#### Record excerpts

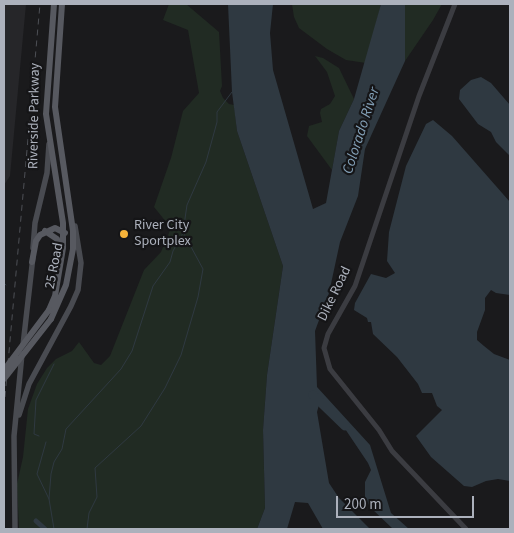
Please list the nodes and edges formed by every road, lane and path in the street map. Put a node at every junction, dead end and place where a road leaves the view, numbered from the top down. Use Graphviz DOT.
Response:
graph roads {
  1 [pos="54,4"];
  2 [pos="62,4"];
  3 [pos="455,4"];
  4 [pos="54,13"];
  5 [pos="62,13"];
  6 [pos="49,138"];
  7 [pos="58,139"];
  8 [pos="67,196"];
  9 [pos="63,230"];
  10 [pos="45,231"];
  11 [pos="70,260"];
  12 [pos="32,262"];
  13 [pos="60,273"];
  14 [pos="4,370"];
  15 [pos="4,379"];
  16 [pos="14,436"];
  17 [pos="15,529"];
  18 [pos="466,529"];
  1 -- 4 [label="main road, Riverside Parkway"];
  2 -- 5 [label="main road, Riverside Parkway"];
  3 -- 18 [label="street, Dike Road"];
  4 -- 5 [label="main road"];
  4 -- 6 [label="main road, Riverside Parkway"];
  5 -- 7 [label="main road, Riverside Parkway"];
  6 -- 9 [label="main road, 25 Road"];
  6 -- 12 [label="main road, Riverside Parkway"];
  7 -- 8 [label="main road, 25 Road"];
  8 -- 11 [label="main road, 25 Road"];
  8 -- 16 [label="main road, Riverside Parkway"];
  9 -- 10 [label="main road"];
  9 -- 11 [label="main road"];
  9 -- 13 [label="main road, 25 Road"];
  10 -- 12 [label="main road"];
  10 -- 13 [label="main road"];
  11 -- 15 [label="main road, 25 Road, bridge"];
  12 -- 16 [label="main road, Riverside Parkway"];
  13 -- 14 [label="main road, 25 Road, bridge"];
  16 -- 17 [label="main road, Riverside Parkway"];
}
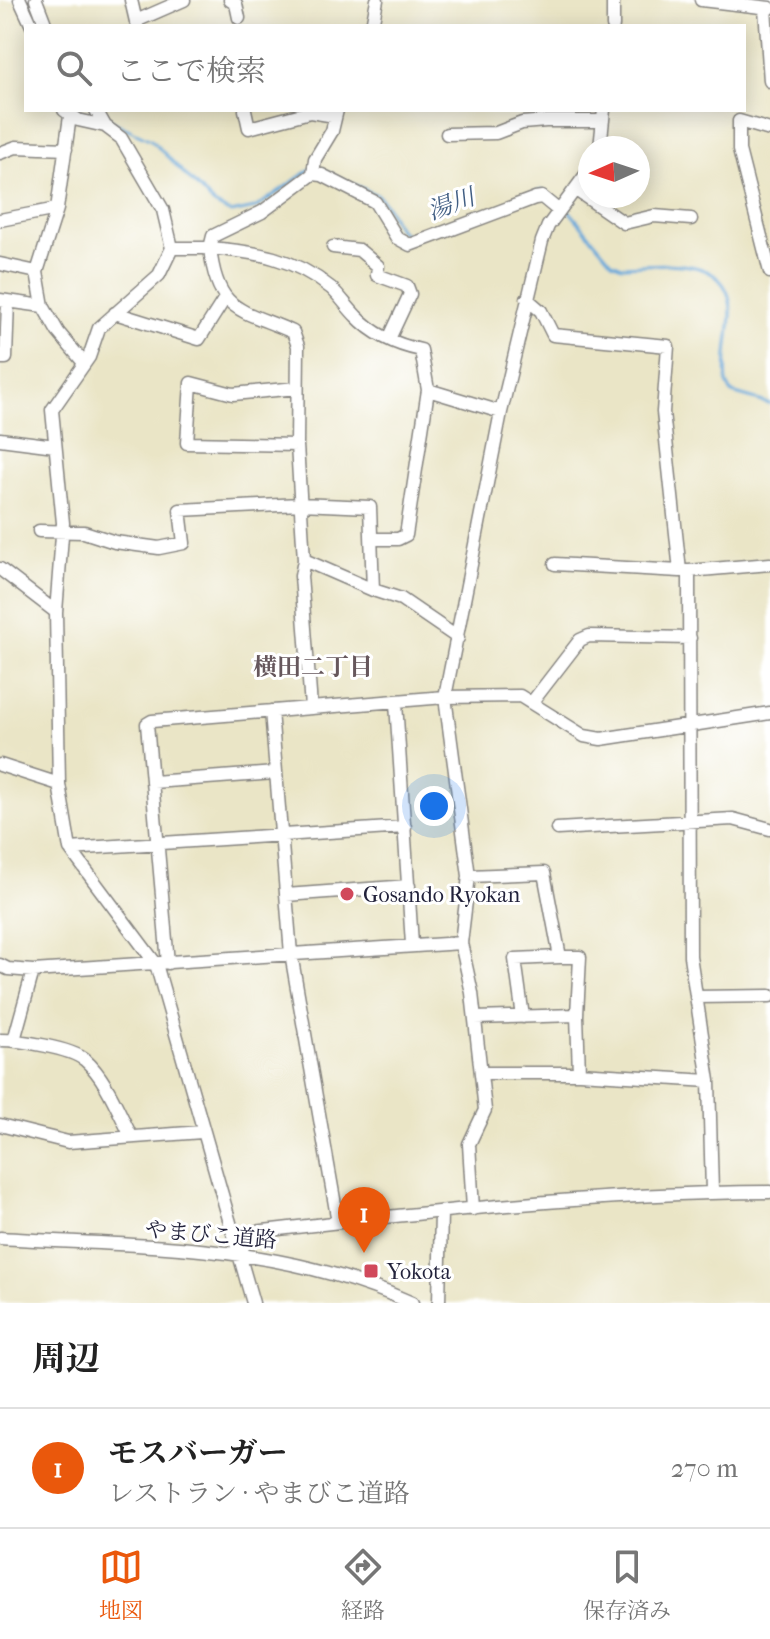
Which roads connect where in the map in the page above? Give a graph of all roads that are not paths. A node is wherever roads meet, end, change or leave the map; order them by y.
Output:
1 (20, 0) edge
2 (36, 0) edge
3 (131, 0) edge
4 (184, 0) edge
5 (230, 0) edge
6 (377, 0) edge
7 (613, 0) edge
8 (701, 0) edge
9 (768, 8) edge
10 (239, 18) dead end
11 (136, 23) edge
12 (31, 24) edge
13 (45, 24) edge
14 (372, 24) edge
15 (613, 24) edge
16 (770, 81) edge
17 (97, 112) edge
18 (245, 112) edge
19 (310, 112) edge
20 (310, 112) edge
21 (67, 113) edge
22 (336, 113) edge
23 (604, 116) edge
24 (105, 126) junction
25 (770, 130) edge
26 (447, 134) dead end
27 (602, 136) edge
28 (66, 149) junction
29 (0, 153) edge
30 (313, 174) junction
31 (578, 187) edge
32 (576, 190) junction
33 (57, 209) junction
34 (559, 211) junction
35 (691, 219) dead end
36 (0, 220) edge
37 (333, 247) dead end
38 (172, 248) junction
39 (210, 248) junction
40 (0, 264) edge
41 (769, 266) edge
42 (37, 272) junction
43 (225, 298) junction
44 (527, 299) junction
45 (4, 301) edge
46 (43, 306) junction
47 (115, 313) junction
48 (389, 339) junction
49 (0, 358) edge
50 (84, 363) junction
51 (297, 388) junction
52 (428, 390) junction
53 (501, 412) junction
54 (0, 439) edge
55 (297, 445) junction
56 (55, 446) junction
57 (300, 504) junction
58 (39, 531) dead end
59 (63, 531) junction
60 (372, 539) junction
61 (304, 560) junction
62 (555, 564) dead end
63 (770, 564) edge
64 (0, 569) edge
65 (684, 571) junction
66 (373, 590) junction
67 (56, 612) junction
68 (458, 638) junction
69 (690, 638) junction
70 (445, 697) junction
71 (533, 701) junction
72 (396, 703) junction
73 (311, 707) junction
74 (271, 711) junction
75 (770, 713) edge
76 (689, 725) junction
77 (0, 765) edge
78 (275, 773) junction
79 (153, 782) junction
80 (59, 784) junction
81 (689, 821) junction
82 (405, 827) junction
83 (557, 829) dead end
84 (770, 829) edge
85 (280, 836) junction
86 (157, 842) junction
87 (70, 849) junction
88 (469, 876) junction
89 (409, 886) junction
90 (286, 895) junction
91 (461, 943) junction
92 (412, 944) junction
93 (291, 954) junction
94 (560, 957) junction
95 (162, 964) junction
96 (0, 965) edge
97 (33, 971) junction
98 (770, 996) edge
99 (696, 997) junction
100 (577, 1015) junction
101 (523, 1017) junction
102 (475, 1018) junction
103 (7, 1040) edge
104 (482, 1073) junction
105 (579, 1073) junction
106 (709, 1081) junction
107 (0, 1125) edge
108 (202, 1132) junction
109 (131, 1136) junction
110 (712, 1192) junction
111 (770, 1192) edge
112 (473, 1209) junction
113 (441, 1212) junction
114 (338, 1222) junction
115 (0, 1238) edge
116 (238, 1253) junction
117 (253, 1303) edge
118 (412, 1303) edge
119 (439, 1303) edge

1 - 12 street
2 - 13 street
3 - 11 street
4 - 11 street
5 - 10 street
6 - 14 street
7 - 15 street
8 - 9 street
9 - 16 street
17 - 24 street
18 - 20 street
19 - 22 street
21 - 24 street
21 - 28 street
22 - 30 street
23 - 26 street
23 - 27 street
24 - 38 street
25 - 41 street
28 - 29 street
28 - 33 street
30 - 34 street
30 - 39 street
31 - 32 street
32 - 34 street
32 - 35 street
33 - 36 street
33 - 42 street
34 - 44 street
37 - 48 street
38 - 39 street
38 - 47 street
39 - 43 street
39 - 48 street
40 - 42 street
42 - 46 street
43 - 47 street
43 - 51 street
44 - 53 street
44 - 65 street
45 - 46 street
45 - 49 street
46 - 50 street
47 - 50 street
48 - 52 street
50 - 56 street
51 - 55 street
51 - 55 street
52 - 53 street
52 - 60 street
53 - 68 street
54 - 56 street
55 - 57 street
56 - 59 street
57 - 59 street
57 - 60 street
57 - 61 street
58 - 59 street
59 - 67 street
60 - 66 street
61 - 66 street
61 - 73 street
62 - 65 street
63 - 65 street
64 - 67 street
65 - 69 street
66 - 68 street
67 - 80 street
68 - 70 street
69 - 71 street
69 - 76 street
70 - 71 street
70 - 72 street
70 - 88 street
71 - 76 street
72 - 73 street
72 - 82 street
73 - 74 street
74 - 78 street
74 - 79 street
75 - 76 street
76 - 81 street
77 - 80 street
78 - 79 street
78 - 85 street
79 - 86 street
80 - 87 street
81 - 83 street
81 - 84 street
81 - 99 street
82 - 85 street
82 - 89 street
85 - 86 street
85 - 90 street
86 - 87 street
86 - 95 street
87 - 95 street
88 - 91 street
88 - 94 street
89 - 90 street
89 - 92 street
90 - 93 street
91 - 92 street
91 - 102 street
92 - 93 street
93 - 95 street
93 - 114 street
94 - 100 street
94 - 101 street
95 - 97 street
95 - 108 street
96 - 97 street
97 - 103 street
98 - 99 street
99 - 106 street
100 - 101 street
100 - 105 street
101 - 102 street
102 - 104 street
103 - 109 street
104 - 105 street
104 - 112 street
105 - 106 street
106 - 110 street
107 - 109 street
108 - 109 street
108 - 116 street
110 - 111 street
110 - 112 street
112 - 113 street
113 - 114 street
113 - 119 street
114 - 116 street
115 - 116 street, やまびこ道路
116 - 117 street
116 - 118 street, やまびこ道路

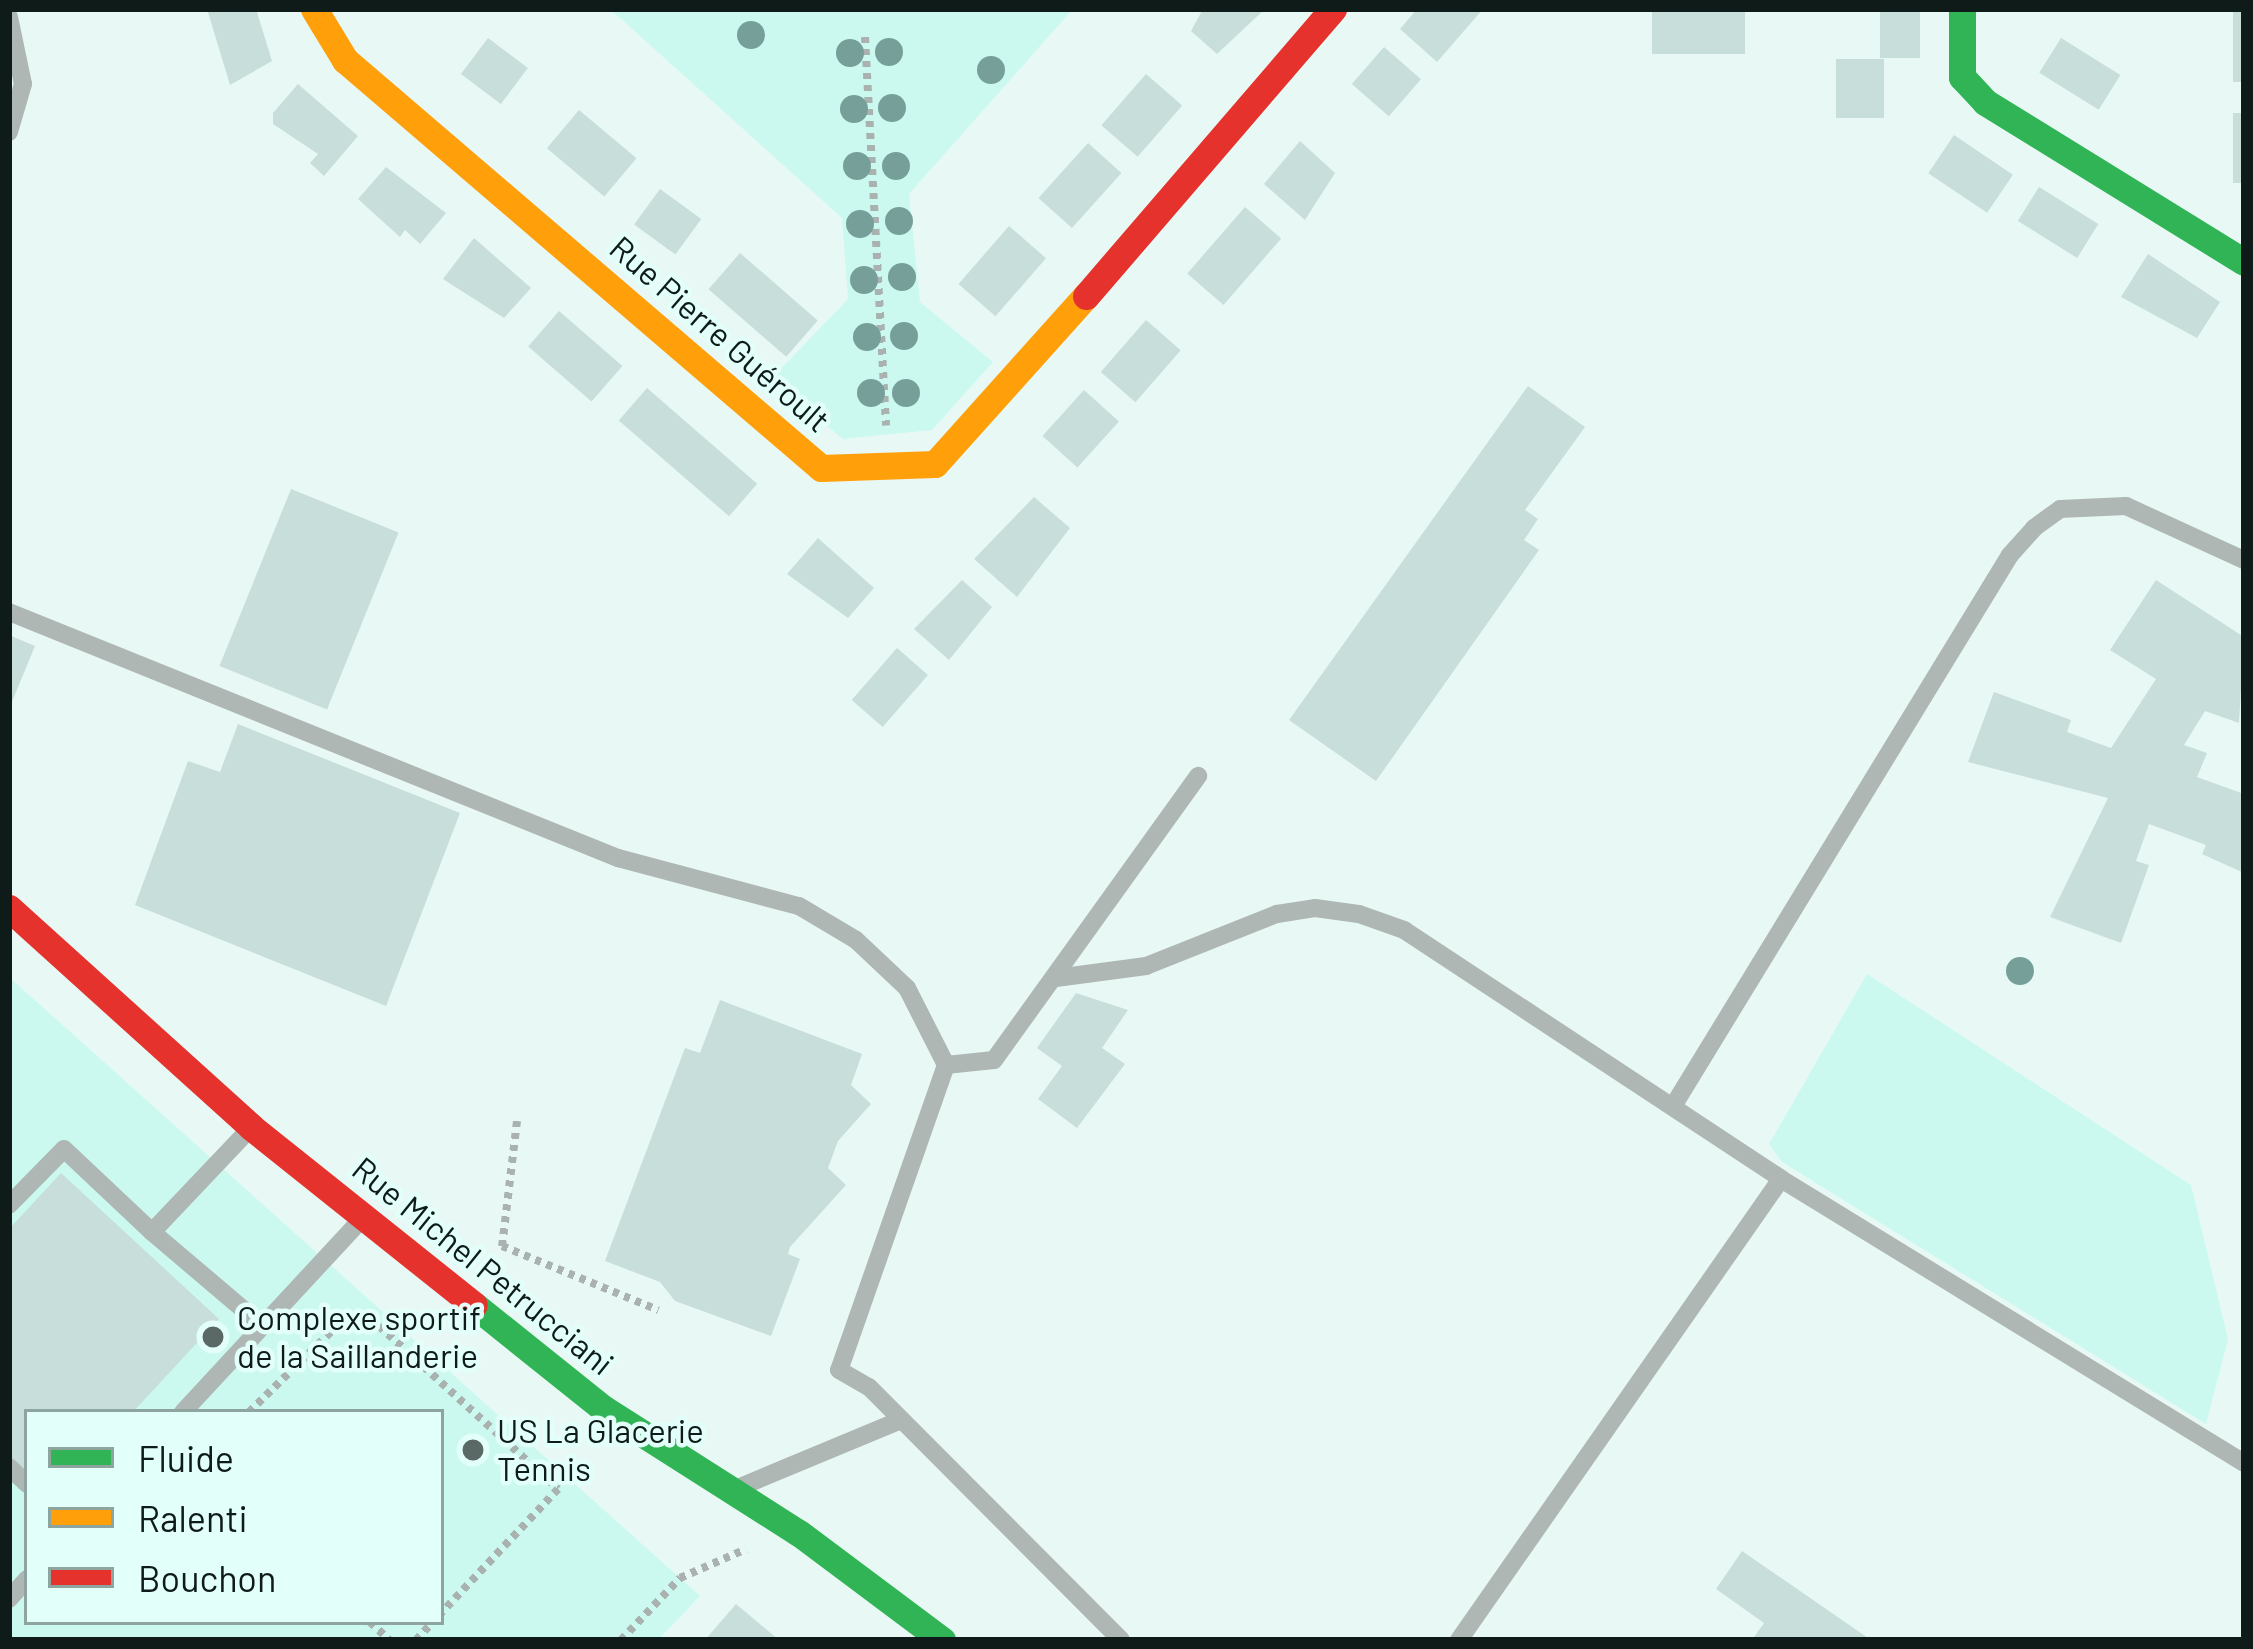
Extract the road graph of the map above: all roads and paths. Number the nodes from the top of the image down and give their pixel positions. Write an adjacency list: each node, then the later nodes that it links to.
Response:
1 (314, 9): 8 (street, Rue Pierre Guéroult)
2 (1333, 9): 8 (street, Rue Pierre Guéroult)
3 (1963, 9): 7 (street)
4 (9, 17): 6 (lane)
5 (865, 37): 8 (path)
6 (9, 132)
7 (2244, 262)
8 (889, 469)
9 (2244, 560): 15 (lane)
10 (9, 612): 14 (lane)
11 (1198, 776): 13 (lane)
12 (9, 908): 17 (street, Rue Michel Petrucciani)
13 (1056, 978): 14 (lane); 15 (lane)
14 (946, 1065): 26 (lane)
15 (1676, 1103): 18 (lane)
16 (517, 1121): 22 (path)
17 (251, 1127): 20 (street, Rue Michel Petrucciani); 21 (lane)
18 (1781, 1179): 27 (lane); 34 (lane)
19 (9, 1205): 21 (lane)
20 (364, 1216): 23 (lane); 28 (street, Rue Michel Petrucciani)
21 (152, 1232): 23 (lane)
22 (658, 1310)
23 (263, 1326): 24 (lane)
24 (186, 1409)
25 (252, 1409): 30 (path)
26 (902, 1420): 28 (lane); 33 (lane)
27 (2244, 1463)
28 (730, 1492): 29 (street, Rue Michel Petrucciani)
29 (785, 1525): 31 (path); 32 (street, Rue Michel Petrucciani)
30 (444, 1610)
31 (621, 1640)
32 (942, 1640)
33 (1121, 1640)
34 (1459, 1640)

########

Each line in the records that carries "bridge" must be copied out.

  11 -- 15 [label="main road, 25 Road, bridge"];
  13 -- 14 [label="main road, 25 Road, bridge"];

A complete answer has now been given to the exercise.